Two small bowls from the 2nd century BC inscribed with the Roman name Ritumos

While history tells us mostly of the difficult political relations between the Greeks and the indigenous populations around Marseilles, their economic and cultural alliances were in fact more rich and complex. The economic ties established through exchange as early as the 6th century were the primary factor in the social structuration of Ligurian populations and new Celtic arrivals from the Alpes.

In the lower Rhone Valley, and near the coast, commercial activity with the Mediterranean developed significantly during the 5th century, but then declined at the beginning of the 4th, thus favoring interregional transactions (between southern indigenous populations and Marseilles). We cannot speak of a Hellenistic phenomenon before the end of the earliest Iron Age since the influences on architecture and writing are almost nonexistent. Exceptions are rare or depend on particular circumstances, such as at Arles where the port and the Greek colony established at the end of the 6th century (Theline) were transformed at the beginning of the 4th into an agglomeration with a mixed population (Arelate). Henceforth, this would become a cultural melting pot for the indigenous regional component, leading to the future integration of values of strong Mediterranean influence.

During the second half of the second Iron Age, in particular at the end of the 3rd century, the development of Celto-Ligurian societies, and renewed contacts with Greco-Italian cultures, had perceptible effects on part of the ruling aristocratic class.
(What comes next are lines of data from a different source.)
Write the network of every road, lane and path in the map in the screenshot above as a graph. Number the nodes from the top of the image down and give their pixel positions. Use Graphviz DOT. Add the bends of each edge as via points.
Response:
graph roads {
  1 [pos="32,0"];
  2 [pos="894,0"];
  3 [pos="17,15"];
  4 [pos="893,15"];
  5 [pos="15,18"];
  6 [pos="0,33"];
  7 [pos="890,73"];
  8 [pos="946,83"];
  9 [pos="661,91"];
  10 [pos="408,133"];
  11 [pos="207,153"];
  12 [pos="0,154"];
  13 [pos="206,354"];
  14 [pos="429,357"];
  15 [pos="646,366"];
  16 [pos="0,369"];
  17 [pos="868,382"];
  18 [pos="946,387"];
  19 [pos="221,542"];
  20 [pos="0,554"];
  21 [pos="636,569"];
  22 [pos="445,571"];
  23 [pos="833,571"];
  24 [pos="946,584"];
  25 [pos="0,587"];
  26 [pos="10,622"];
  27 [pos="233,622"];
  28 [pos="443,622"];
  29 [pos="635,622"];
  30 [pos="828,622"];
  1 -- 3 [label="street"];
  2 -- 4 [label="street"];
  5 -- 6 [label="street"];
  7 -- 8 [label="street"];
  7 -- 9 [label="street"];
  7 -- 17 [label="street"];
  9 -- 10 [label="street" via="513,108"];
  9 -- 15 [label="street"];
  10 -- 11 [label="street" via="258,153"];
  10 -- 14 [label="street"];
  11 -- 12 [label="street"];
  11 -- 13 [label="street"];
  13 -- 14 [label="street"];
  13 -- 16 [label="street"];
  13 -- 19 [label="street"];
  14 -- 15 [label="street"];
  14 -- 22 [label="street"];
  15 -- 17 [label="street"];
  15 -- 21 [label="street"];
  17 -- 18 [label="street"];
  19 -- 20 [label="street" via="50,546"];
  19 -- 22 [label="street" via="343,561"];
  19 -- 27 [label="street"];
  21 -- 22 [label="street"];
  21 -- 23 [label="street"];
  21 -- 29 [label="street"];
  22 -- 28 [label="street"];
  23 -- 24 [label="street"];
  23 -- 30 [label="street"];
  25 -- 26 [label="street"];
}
After the mid 2nd century these effects began to be apparent in the center of the lower Rhone Valley (as well as in Provence near the Alpilles and in the southern Vaucluse) in the domains of settlement, architecture and economy. They became especially evident within the basic cultural foundations of social, domestic and religious values.

Within these indigenous societies, which were undergoing a social mutation at the end of the 2nd century, the Poleis Massalias of Artemidore (indigenous agglomerations federated at, but not dependent upon, Marseilles) became significant, also though their sources of inspiration were much more Italic than Marseillan. Strabon later emphasized this evolution of part of the indigenous elite, which was henceforth adapted to the Greco-Italic culture (trilingual, contracts written in Greek; Géographie, IV, 1, 5). This social dynamic spread to other social levels within populations close to the most active economic centers, as can be seen in the limited practice of writing (with a Greek alphabet), the increased use of monies, and the parallel evolution of domestic and table customs.